_YOUR OBJECTIVE_
Each of the entries below is to be written out exactly, and the images skipped.

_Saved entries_
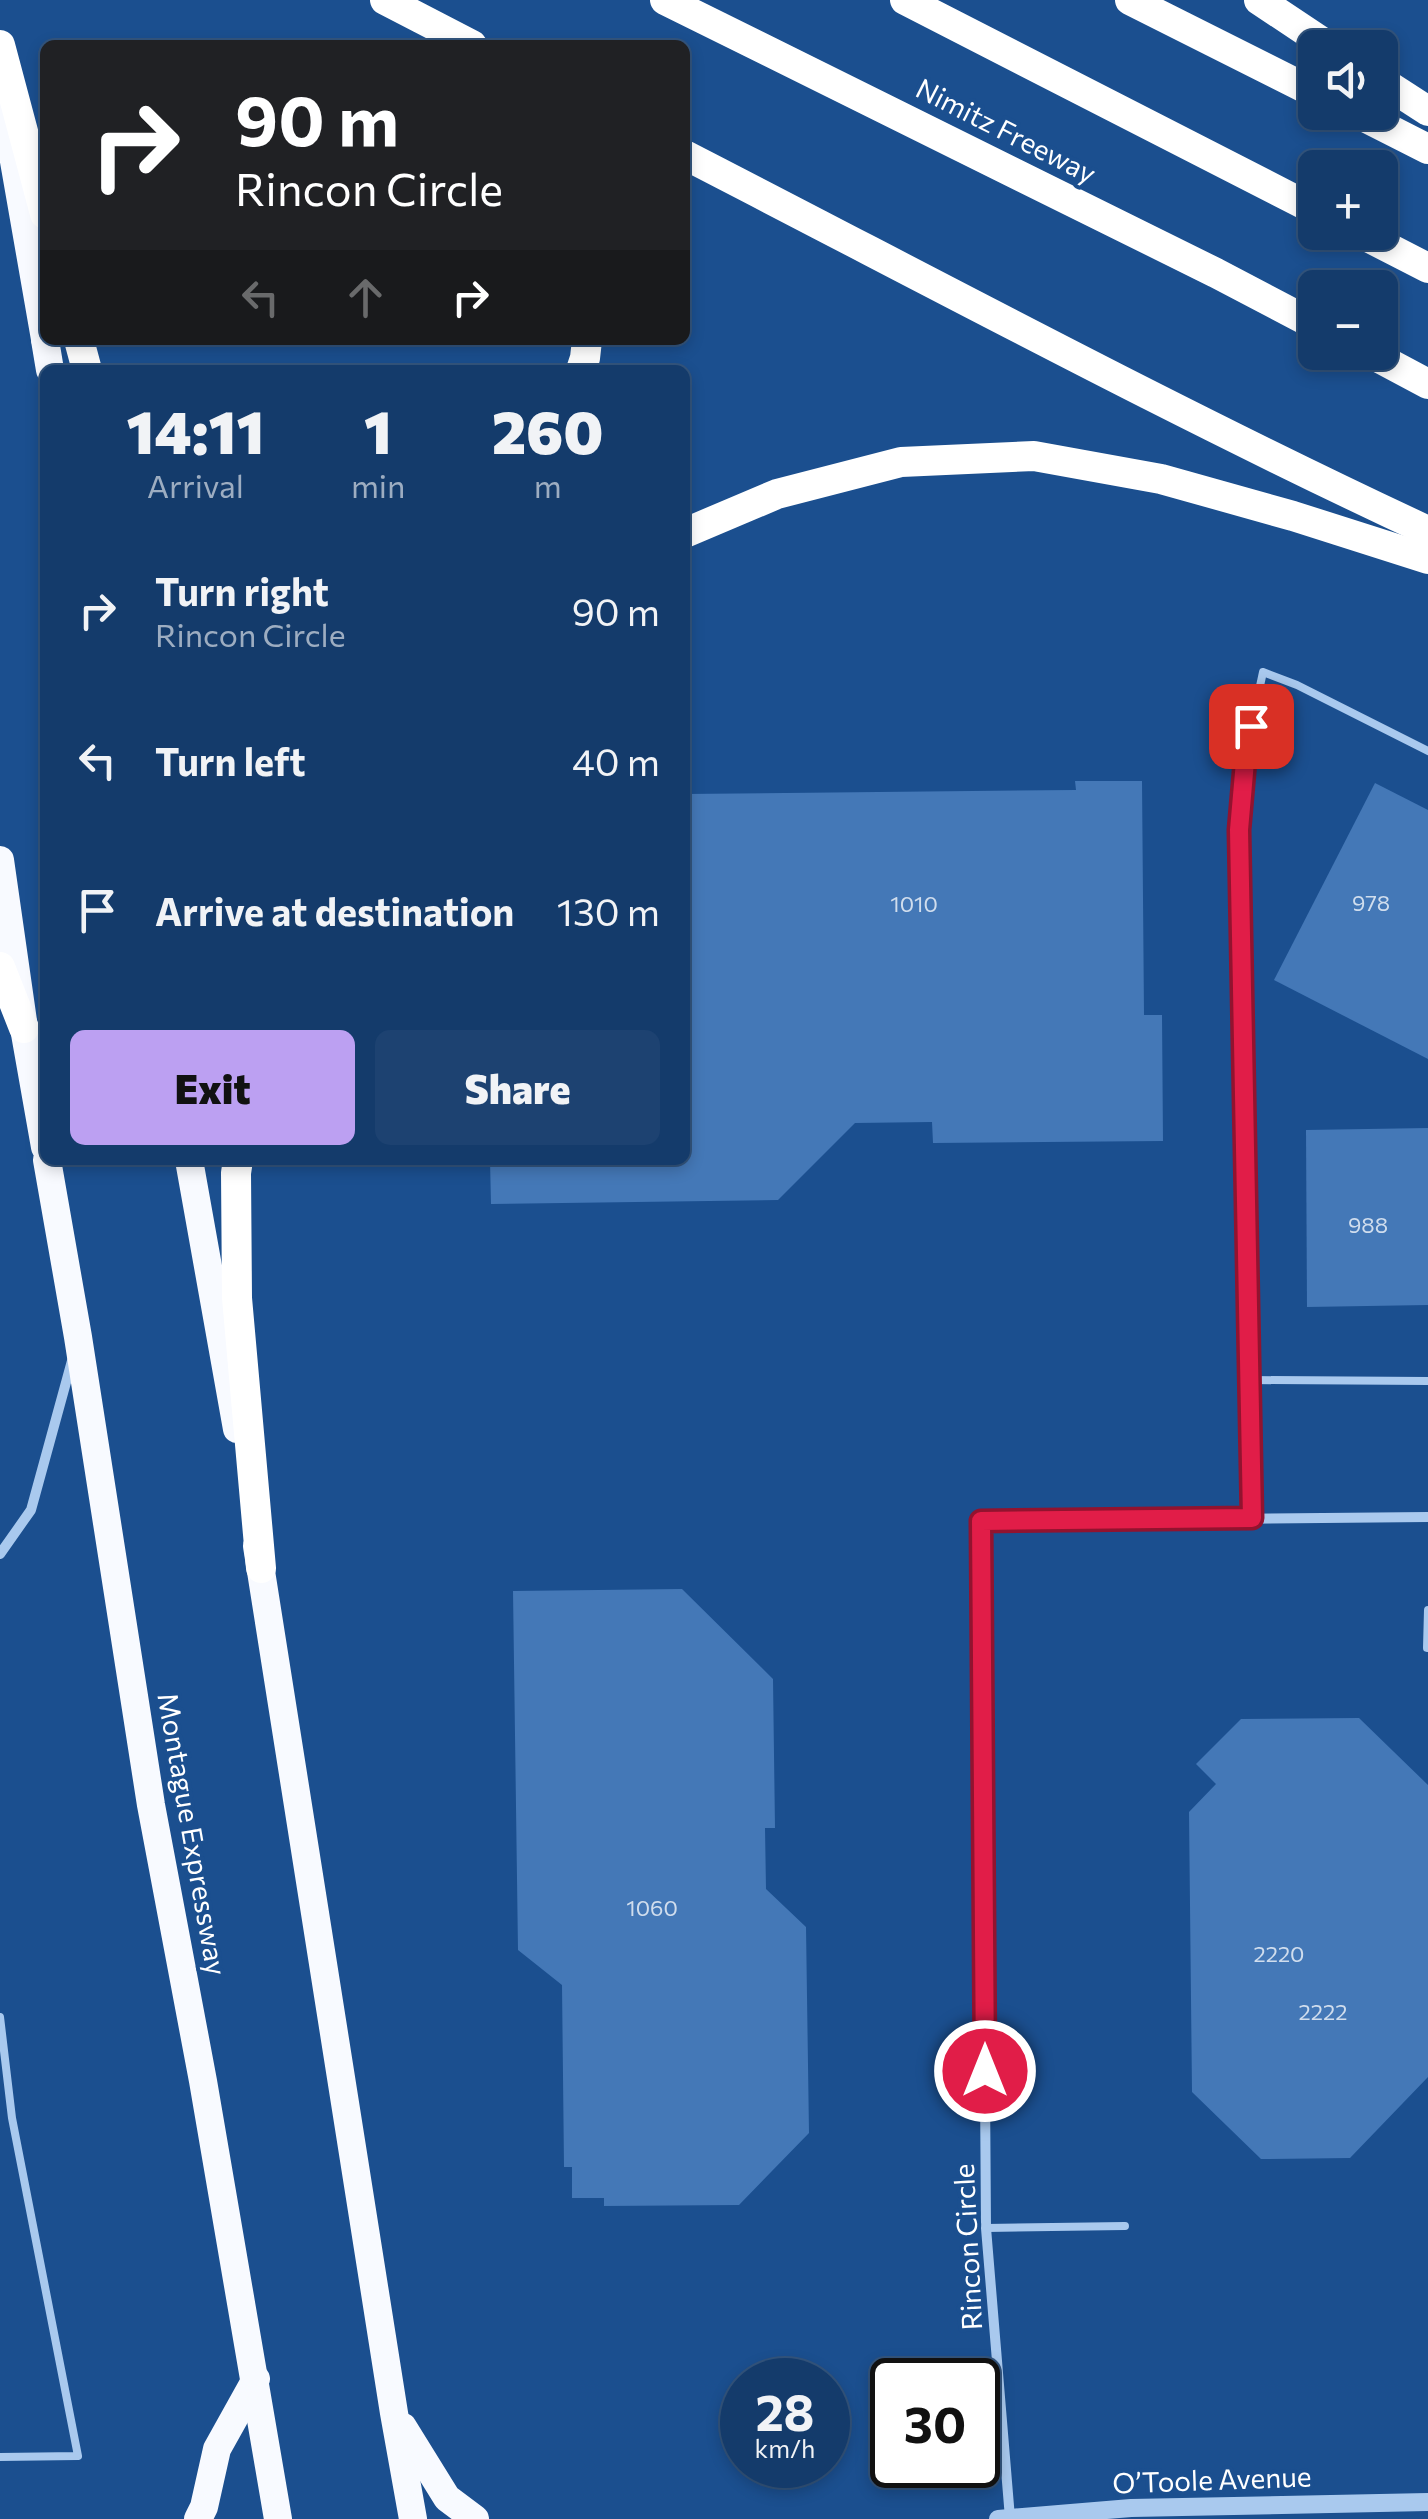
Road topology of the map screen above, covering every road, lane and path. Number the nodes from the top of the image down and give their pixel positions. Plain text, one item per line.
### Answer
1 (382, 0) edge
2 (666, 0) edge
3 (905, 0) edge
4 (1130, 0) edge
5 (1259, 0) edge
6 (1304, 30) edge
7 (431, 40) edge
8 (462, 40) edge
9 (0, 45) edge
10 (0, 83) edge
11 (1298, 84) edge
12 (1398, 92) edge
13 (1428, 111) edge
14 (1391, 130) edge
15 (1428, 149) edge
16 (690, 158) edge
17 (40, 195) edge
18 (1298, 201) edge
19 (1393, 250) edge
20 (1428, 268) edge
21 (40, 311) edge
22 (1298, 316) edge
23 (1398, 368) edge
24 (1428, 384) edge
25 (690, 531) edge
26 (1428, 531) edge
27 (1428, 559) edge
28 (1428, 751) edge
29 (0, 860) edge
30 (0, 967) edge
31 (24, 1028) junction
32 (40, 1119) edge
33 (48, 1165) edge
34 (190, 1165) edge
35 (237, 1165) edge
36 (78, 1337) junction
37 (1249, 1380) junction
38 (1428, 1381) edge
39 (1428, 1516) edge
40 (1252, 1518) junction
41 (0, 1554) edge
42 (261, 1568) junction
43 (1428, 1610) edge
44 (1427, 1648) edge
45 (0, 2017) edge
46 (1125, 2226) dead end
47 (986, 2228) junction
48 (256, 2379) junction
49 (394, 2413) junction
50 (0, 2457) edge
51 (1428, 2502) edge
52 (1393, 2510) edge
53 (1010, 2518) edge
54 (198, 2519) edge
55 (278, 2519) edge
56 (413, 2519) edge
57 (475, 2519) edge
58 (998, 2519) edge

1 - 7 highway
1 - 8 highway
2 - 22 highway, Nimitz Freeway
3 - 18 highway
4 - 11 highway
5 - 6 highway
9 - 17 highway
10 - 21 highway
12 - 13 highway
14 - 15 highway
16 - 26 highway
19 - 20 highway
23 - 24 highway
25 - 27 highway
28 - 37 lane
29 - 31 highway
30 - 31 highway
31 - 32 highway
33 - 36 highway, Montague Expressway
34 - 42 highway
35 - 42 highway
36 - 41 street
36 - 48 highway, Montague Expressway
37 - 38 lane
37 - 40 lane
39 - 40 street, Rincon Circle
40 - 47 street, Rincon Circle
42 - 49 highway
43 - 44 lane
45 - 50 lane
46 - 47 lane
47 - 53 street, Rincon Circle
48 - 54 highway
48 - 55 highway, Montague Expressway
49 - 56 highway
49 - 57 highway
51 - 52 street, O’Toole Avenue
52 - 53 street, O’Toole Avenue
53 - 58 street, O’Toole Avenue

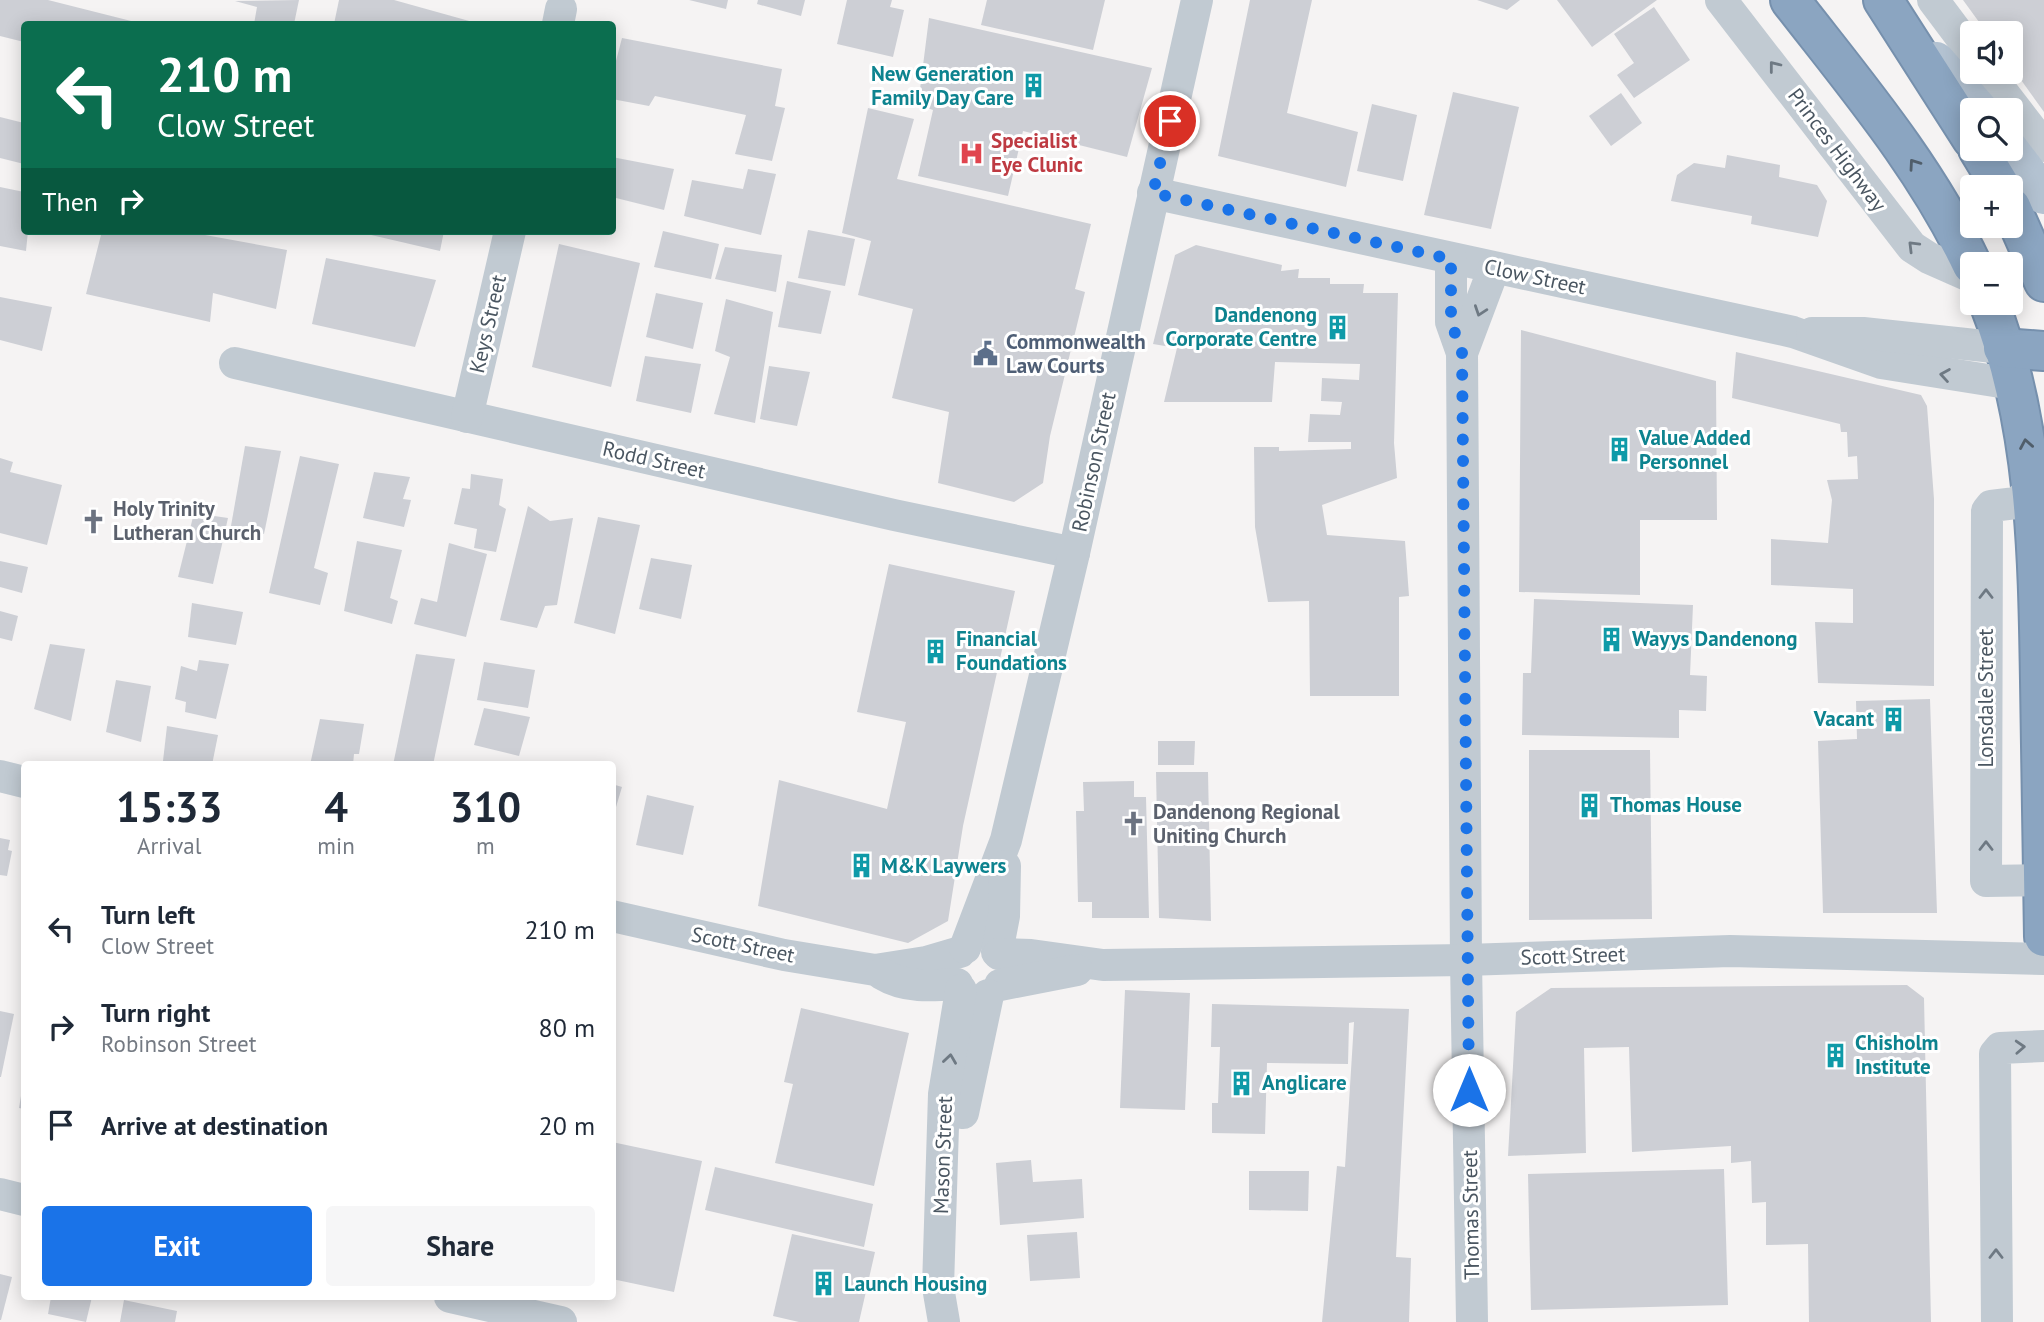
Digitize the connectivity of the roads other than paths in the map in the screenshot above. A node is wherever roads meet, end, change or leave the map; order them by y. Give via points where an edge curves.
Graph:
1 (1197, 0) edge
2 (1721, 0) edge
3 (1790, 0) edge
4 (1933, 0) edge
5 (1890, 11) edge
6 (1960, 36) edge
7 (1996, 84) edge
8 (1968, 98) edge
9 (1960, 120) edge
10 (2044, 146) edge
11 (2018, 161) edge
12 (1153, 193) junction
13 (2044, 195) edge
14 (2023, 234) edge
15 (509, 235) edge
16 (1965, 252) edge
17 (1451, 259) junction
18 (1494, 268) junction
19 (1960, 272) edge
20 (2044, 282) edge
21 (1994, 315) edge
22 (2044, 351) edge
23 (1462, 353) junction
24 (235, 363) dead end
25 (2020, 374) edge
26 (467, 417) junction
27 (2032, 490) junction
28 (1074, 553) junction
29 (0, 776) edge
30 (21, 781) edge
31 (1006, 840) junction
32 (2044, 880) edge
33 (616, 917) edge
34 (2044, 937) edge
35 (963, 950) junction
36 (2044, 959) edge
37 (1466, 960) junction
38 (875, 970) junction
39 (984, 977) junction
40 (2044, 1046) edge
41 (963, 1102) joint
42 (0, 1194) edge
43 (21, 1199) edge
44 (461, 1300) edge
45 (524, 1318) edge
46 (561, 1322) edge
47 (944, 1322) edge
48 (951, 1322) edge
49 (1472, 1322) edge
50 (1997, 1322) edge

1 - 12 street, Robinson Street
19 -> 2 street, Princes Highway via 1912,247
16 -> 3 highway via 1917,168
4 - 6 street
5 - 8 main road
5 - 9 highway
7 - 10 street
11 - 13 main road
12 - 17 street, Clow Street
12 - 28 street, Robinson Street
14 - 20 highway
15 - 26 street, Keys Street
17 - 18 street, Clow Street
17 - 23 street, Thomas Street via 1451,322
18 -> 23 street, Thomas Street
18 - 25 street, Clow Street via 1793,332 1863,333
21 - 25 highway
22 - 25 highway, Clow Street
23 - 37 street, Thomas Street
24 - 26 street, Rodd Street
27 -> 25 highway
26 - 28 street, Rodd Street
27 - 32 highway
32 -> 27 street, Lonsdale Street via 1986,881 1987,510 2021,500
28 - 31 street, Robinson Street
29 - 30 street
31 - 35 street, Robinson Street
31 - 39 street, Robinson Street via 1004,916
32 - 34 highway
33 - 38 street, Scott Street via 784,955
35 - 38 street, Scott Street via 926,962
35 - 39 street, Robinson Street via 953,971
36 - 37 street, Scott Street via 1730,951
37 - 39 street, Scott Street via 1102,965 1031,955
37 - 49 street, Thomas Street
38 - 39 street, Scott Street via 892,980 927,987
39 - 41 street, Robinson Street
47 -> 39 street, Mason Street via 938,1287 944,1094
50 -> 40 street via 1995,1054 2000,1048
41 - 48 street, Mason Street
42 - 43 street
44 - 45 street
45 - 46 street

_RESPONSE TO THE EXERCISE_
Road topology of the map screen above, covering every road, lane and path. Number the nodes from the top of the image down and give their pixel positions. Plain text, one item per line.
### Answer
1 (382, 0) edge
2 (666, 0) edge
3 (905, 0) edge
4 (1130, 0) edge
5 (1259, 0) edge
6 (1304, 30) edge
7 (431, 40) edge
8 (462, 40) edge
9 (0, 45) edge
10 (0, 83) edge
11 (1298, 84) edge
12 (1398, 92) edge
13 (1428, 111) edge
14 (1391, 130) edge
15 (1428, 149) edge
16 (690, 158) edge
17 (40, 195) edge
18 (1298, 201) edge
19 (1393, 250) edge
20 (1428, 268) edge
21 (40, 311) edge
22 (1298, 316) edge
23 (1398, 368) edge
24 (1428, 384) edge
25 (690, 531) edge
26 (1428, 531) edge
27 (1428, 559) edge
28 (1428, 751) edge
29 (0, 860) edge
30 (0, 967) edge
31 (24, 1028) junction
32 (40, 1119) edge
33 (48, 1165) edge
34 (190, 1165) edge
35 (237, 1165) edge
36 (78, 1337) junction
37 (1249, 1380) junction
38 (1428, 1381) edge
39 (1428, 1516) edge
40 (1252, 1518) junction
41 (0, 1554) edge
42 (261, 1568) junction
43 (1428, 1610) edge
44 (1427, 1648) edge
45 (0, 2017) edge
46 (1125, 2226) dead end
47 (986, 2228) junction
48 (256, 2379) junction
49 (394, 2413) junction
50 (0, 2457) edge
51 (1428, 2502) edge
52 (1393, 2510) edge
53 (1010, 2518) edge
54 (198, 2519) edge
55 (278, 2519) edge
56 (413, 2519) edge
57 (475, 2519) edge
58 (998, 2519) edge

1 - 7 highway
1 - 8 highway
2 - 22 highway, Nimitz Freeway
3 - 18 highway
4 - 11 highway
5 - 6 highway
9 - 17 highway
10 - 21 highway
12 - 13 highway
14 - 15 highway
16 - 26 highway
19 - 20 highway
23 - 24 highway
25 - 27 highway
28 - 37 lane
29 - 31 highway
30 - 31 highway
31 - 32 highway
33 - 36 highway, Montague Expressway
34 - 42 highway
35 - 42 highway
36 - 41 street
36 - 48 highway, Montague Expressway
37 - 38 lane
37 - 40 lane
39 - 40 street, Rincon Circle
40 - 47 street, Rincon Circle
42 - 49 highway
43 - 44 lane
45 - 50 lane
46 - 47 lane
47 - 53 street, Rincon Circle
48 - 54 highway
48 - 55 highway, Montague Expressway
49 - 56 highway
49 - 57 highway
51 - 52 street, O’Toole Avenue
52 - 53 street, O’Toole Avenue
53 - 58 street, O’Toole Avenue

Digitize the connectivity of the roads other than paths in the map in the screenshot above. A node is wherever roads meet, end, change or leave the map; order them by y. Give via points where an edge curves.
Graph:
1 (1197, 0) edge
2 (1721, 0) edge
3 (1790, 0) edge
4 (1933, 0) edge
5 (1890, 11) edge
6 (1960, 36) edge
7 (1996, 84) edge
8 (1968, 98) edge
9 (1960, 120) edge
10 (2044, 146) edge
11 (2018, 161) edge
12 (1153, 193) junction
13 (2044, 195) edge
14 (2023, 234) edge
15 (509, 235) edge
16 (1965, 252) edge
17 (1451, 259) junction
18 (1494, 268) junction
19 (1960, 272) edge
20 (2044, 282) edge
21 (1994, 315) edge
22 (2044, 351) edge
23 (1462, 353) junction
24 (235, 363) dead end
25 (2020, 374) edge
26 (467, 417) junction
27 (2032, 490) junction
28 (1074, 553) junction
29 (0, 776) edge
30 (21, 781) edge
31 (1006, 840) junction
32 (2044, 880) edge
33 (616, 917) edge
34 (2044, 937) edge
35 (963, 950) junction
36 (2044, 959) edge
37 (1466, 960) junction
38 (875, 970) junction
39 (984, 977) junction
40 (2044, 1046) edge
41 (963, 1102) joint
42 (0, 1194) edge
43 (21, 1199) edge
44 (461, 1300) edge
45 (524, 1318) edge
46 (561, 1322) edge
47 (944, 1322) edge
48 (951, 1322) edge
49 (1472, 1322) edge
50 (1997, 1322) edge

1 - 12 street, Robinson Street
19 -> 2 street, Princes Highway via 1912,247
16 -> 3 highway via 1917,168
4 - 6 street
5 - 8 main road
5 - 9 highway
7 - 10 street
11 - 13 main road
12 - 17 street, Clow Street
12 - 28 street, Robinson Street
14 - 20 highway
15 - 26 street, Keys Street
17 - 18 street, Clow Street
17 - 23 street, Thomas Street via 1451,322
18 -> 23 street, Thomas Street
18 - 25 street, Clow Street via 1793,332 1863,333
21 - 25 highway
22 - 25 highway, Clow Street
23 - 37 street, Thomas Street
24 - 26 street, Rodd Street
27 -> 25 highway
26 - 28 street, Rodd Street
27 - 32 highway
32 -> 27 street, Lonsdale Street via 1986,881 1987,510 2021,500
28 - 31 street, Robinson Street
29 - 30 street
31 - 35 street, Robinson Street
31 - 39 street, Robinson Street via 1004,916
32 - 34 highway
33 - 38 street, Scott Street via 784,955
35 - 38 street, Scott Street via 926,962
35 - 39 street, Robinson Street via 953,971
36 - 37 street, Scott Street via 1730,951
37 - 39 street, Scott Street via 1102,965 1031,955
37 - 49 street, Thomas Street
38 - 39 street, Scott Street via 892,980 927,987
39 - 41 street, Robinson Street
47 -> 39 street, Mason Street via 938,1287 944,1094
50 -> 40 street via 1995,1054 2000,1048
41 - 48 street, Mason Street
42 - 43 street
44 - 45 street
45 - 46 street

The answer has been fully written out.